Did two secular Hollywood actors in two morally challenged sitcoms teach viewers something that parents and pastors have been championing forever, only with decidedly mixed results?
Collectively, the late Matthew Perry and Boston native John Krasinski captured the affection of countless television viewers across several decades. Perry, as Chander Bing on Friends, and Krasinski as Jim Halpert on The Office, played hip, good-humored albeit cynically minded professional men on their respective series.
Tragically, Matthew Perry drowned and died in October. He was just 54 years old.
John Krasinski, 44, remains active in Hollywood and is engaged with a variety of acting projects.
But it was recently revealed that both Perry and Krasinski, years apart, rejected storylines in their sitcoms that involved them cheating on their fictional wives.
Actress Lisa Cash, who was originally cast as a flight attendant with whom the Chandler Bing character was to have an affair, said, “Matthew Perry went to the writers and said the audience would never forgive him [Chandler], which made a lot of sense.” Perry reportedly rejected a similar storyline a season or so later. On that episode, Perry was supposed to visit a strip club. “Let’s not do this,” he told the producer.

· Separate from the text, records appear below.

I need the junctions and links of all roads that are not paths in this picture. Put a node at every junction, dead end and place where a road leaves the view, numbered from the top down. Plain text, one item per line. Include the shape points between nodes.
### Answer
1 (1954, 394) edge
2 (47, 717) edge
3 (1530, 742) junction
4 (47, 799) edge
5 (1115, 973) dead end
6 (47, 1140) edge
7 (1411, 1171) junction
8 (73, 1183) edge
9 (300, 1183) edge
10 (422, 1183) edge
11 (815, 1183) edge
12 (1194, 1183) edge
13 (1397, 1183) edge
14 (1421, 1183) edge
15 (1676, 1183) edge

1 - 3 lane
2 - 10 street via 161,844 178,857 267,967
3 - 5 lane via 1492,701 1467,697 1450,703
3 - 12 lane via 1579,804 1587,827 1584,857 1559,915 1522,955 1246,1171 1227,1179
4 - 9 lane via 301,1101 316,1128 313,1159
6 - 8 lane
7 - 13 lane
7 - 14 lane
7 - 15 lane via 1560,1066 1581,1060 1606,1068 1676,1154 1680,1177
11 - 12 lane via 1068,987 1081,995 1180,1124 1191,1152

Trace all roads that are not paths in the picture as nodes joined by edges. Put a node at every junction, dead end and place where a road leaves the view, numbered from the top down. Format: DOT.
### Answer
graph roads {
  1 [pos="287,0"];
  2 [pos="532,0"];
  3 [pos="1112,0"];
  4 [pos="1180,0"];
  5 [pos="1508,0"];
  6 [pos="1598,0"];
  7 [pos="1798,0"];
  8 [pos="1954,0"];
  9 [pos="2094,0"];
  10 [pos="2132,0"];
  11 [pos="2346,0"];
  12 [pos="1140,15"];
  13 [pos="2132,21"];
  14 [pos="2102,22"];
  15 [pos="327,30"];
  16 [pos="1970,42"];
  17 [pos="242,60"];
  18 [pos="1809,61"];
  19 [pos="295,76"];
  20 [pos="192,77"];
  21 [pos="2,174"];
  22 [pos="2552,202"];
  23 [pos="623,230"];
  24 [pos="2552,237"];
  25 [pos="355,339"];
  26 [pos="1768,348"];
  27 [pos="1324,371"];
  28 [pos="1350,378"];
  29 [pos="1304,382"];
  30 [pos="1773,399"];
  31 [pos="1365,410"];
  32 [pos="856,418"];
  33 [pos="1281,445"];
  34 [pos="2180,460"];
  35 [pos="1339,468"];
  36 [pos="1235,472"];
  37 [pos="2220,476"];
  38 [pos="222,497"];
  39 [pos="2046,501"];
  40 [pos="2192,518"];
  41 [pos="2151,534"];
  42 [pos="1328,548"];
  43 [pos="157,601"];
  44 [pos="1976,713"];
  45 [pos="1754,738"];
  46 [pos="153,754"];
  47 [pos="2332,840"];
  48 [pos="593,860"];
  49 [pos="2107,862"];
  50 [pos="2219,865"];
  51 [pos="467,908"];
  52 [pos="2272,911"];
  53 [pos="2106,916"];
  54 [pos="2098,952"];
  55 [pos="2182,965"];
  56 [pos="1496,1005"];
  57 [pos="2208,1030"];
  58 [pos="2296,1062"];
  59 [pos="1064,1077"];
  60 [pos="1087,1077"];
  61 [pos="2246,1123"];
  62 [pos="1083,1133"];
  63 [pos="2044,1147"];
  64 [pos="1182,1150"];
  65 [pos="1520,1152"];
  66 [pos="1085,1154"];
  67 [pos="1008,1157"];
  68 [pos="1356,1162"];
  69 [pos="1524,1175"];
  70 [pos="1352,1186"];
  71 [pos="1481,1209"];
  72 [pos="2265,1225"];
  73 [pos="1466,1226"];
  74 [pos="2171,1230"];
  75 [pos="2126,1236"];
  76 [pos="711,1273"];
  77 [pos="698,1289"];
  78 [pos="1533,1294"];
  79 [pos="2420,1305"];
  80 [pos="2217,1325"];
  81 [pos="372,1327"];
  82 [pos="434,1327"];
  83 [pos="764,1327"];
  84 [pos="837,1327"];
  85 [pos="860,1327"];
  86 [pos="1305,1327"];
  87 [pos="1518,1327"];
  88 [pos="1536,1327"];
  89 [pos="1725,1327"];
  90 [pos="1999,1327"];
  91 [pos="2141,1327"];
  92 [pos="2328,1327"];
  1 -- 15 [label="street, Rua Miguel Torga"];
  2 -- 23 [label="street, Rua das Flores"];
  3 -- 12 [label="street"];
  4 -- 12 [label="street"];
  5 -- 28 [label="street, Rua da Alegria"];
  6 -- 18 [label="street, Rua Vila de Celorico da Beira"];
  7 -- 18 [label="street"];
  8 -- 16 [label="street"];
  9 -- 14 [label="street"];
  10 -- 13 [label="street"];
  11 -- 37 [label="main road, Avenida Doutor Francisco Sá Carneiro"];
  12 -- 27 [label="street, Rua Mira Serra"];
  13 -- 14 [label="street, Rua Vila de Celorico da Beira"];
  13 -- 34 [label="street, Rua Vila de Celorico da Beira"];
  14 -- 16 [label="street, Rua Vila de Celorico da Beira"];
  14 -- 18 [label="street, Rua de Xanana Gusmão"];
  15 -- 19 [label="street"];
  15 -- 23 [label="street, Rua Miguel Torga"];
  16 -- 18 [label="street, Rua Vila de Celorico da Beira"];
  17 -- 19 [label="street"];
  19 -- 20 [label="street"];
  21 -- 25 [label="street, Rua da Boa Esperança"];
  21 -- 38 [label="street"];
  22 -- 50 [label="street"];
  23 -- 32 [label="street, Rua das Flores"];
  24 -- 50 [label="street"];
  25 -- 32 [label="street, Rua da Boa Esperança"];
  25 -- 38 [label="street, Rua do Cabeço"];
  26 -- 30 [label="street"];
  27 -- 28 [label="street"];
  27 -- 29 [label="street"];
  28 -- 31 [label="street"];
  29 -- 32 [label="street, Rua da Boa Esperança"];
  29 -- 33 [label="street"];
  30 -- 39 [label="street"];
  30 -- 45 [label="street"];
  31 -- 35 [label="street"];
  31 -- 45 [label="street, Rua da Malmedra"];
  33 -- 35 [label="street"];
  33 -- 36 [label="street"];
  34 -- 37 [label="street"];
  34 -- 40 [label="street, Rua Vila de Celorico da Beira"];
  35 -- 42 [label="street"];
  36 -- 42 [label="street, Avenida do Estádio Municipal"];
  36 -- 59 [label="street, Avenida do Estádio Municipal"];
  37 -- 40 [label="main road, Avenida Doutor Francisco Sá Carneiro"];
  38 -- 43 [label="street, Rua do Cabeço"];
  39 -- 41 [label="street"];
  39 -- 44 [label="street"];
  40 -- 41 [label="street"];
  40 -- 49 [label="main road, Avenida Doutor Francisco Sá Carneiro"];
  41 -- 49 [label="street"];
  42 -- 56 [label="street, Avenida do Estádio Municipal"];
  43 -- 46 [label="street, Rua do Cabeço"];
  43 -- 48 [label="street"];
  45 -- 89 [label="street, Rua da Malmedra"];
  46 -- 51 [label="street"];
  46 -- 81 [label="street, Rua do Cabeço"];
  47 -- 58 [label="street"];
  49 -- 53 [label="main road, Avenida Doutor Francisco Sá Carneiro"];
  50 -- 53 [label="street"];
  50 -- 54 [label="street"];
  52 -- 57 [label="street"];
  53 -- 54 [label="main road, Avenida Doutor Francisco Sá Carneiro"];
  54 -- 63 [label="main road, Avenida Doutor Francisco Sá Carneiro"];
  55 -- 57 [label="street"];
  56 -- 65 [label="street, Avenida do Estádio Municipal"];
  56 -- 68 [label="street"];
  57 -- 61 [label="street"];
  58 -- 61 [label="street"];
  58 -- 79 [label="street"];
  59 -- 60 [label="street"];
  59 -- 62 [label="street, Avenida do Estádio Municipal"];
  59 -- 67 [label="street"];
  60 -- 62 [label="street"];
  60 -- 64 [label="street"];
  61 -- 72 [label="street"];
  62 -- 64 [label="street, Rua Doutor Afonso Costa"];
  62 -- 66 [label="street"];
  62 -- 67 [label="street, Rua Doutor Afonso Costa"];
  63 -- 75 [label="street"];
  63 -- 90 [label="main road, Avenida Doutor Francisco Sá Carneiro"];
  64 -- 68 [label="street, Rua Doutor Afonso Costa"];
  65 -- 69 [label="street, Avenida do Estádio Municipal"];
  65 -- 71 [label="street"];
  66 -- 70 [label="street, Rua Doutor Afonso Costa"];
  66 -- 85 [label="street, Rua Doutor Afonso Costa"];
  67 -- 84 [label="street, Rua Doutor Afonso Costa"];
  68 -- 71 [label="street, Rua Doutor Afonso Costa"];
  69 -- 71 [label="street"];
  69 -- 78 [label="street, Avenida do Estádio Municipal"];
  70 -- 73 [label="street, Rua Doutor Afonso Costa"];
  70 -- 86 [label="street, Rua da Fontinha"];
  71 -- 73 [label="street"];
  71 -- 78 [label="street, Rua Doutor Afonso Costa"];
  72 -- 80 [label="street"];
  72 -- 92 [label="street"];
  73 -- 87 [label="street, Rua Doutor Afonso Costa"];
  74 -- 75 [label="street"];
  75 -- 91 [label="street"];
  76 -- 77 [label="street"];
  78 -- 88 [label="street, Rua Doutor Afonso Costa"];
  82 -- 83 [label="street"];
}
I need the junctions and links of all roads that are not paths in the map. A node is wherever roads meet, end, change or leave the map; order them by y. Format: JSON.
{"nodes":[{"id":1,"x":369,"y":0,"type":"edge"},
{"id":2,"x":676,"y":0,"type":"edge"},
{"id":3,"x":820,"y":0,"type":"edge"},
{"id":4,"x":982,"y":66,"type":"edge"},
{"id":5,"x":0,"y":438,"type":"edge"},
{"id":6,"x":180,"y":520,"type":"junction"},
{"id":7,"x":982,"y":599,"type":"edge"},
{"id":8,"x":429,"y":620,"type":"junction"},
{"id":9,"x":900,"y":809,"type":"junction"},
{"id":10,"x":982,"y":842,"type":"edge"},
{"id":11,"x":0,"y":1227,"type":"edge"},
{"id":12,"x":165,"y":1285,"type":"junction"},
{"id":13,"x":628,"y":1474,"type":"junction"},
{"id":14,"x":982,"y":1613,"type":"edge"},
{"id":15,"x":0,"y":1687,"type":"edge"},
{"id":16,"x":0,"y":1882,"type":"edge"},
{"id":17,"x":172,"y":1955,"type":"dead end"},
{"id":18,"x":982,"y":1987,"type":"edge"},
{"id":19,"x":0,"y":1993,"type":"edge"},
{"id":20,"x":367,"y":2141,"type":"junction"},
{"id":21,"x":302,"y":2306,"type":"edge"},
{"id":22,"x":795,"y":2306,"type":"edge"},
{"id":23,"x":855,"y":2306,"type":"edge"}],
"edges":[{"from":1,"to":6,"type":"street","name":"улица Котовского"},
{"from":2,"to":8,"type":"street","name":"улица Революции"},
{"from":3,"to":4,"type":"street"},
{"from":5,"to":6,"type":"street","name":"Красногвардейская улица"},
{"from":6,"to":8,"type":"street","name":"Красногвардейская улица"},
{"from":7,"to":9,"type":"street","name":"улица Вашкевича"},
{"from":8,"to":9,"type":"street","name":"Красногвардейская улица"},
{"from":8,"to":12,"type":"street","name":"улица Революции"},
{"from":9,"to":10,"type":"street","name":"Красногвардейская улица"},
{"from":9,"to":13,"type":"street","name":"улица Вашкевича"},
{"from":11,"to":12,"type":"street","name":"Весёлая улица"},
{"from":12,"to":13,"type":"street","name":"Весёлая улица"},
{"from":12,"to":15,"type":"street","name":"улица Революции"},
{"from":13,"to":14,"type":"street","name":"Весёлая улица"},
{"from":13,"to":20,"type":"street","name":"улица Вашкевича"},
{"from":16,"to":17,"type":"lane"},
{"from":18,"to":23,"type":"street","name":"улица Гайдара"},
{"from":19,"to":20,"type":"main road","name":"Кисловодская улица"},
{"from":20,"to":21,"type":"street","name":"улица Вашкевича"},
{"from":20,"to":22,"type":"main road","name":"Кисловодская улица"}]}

Decades later, The Office‘s John Krasinski encountered a similar situation. The script had Jim Halpert’s wife out on maternity leave at the paper company where they both worked. Krasinski was to have an affair with the new assistant hired to fill in for her.
Krasinski told authors Brian Baumgartner and Ben Silverman, “That’s the only time I remember putting my foot down. I remember saying things that I never thought I’d say before, like, ‘I’m not going to shoot it.’”
He continued:
“My feeling is there is a threshold with which you can push our audience,” he told them. “They are so dedicated. We have shown such great respect to them. But there’s a moment where if you push them too far, they’ll never come back. And I think that if you show Jim cheating, they’ll never come back.”
Perry and Krasinski’s instincts were right. Infidelity is a loathsome and heartbreaking sin that repels and destroys. Both men had devoted years to cultivating their respective characters’ reputations – and they refused to throw it all away to satisfy a writer who didn’t have nearly as much to lose.
And we’re talking fictional characters and storylines. Pure make believe.
In real life, infidelity tears the fabric of families apart. It devastates. “Flee from sexual immorality,” warned the apostle Paul. “Every other sin a person commits is outside the body, but the sexually immoral person sins against his own body” (1 Cor. 6:18). The writer of Hebrews was equally blunt, urging, “Let marriage be held in honor among all, and let the marriage bed be undefiled, for God will judge the sexually immoral and adulterous.”
That viewers are drawn to loyalty and fidelity speaks to the hunger God has placed in people for those very honorable things. The fact that people are charmed by them or root for them – and yet often live the other way – speaks to fallen humanity and sin. It’s estimated that 25% of men (and 10-15% of women) have been unfaithful to a spouse at some point, avoidable but detestable behavior that often sets in motion a spiraling collapse of the family unit.
Sitcoms like Friends and The Office rarely teach and never preach, at least the good things. But in this instance, what they left out was far better than what they usually put in. Going forward, everyone would benefit from creators taking note and featuring and highlighting the countless benefits of faithful marital monogamy.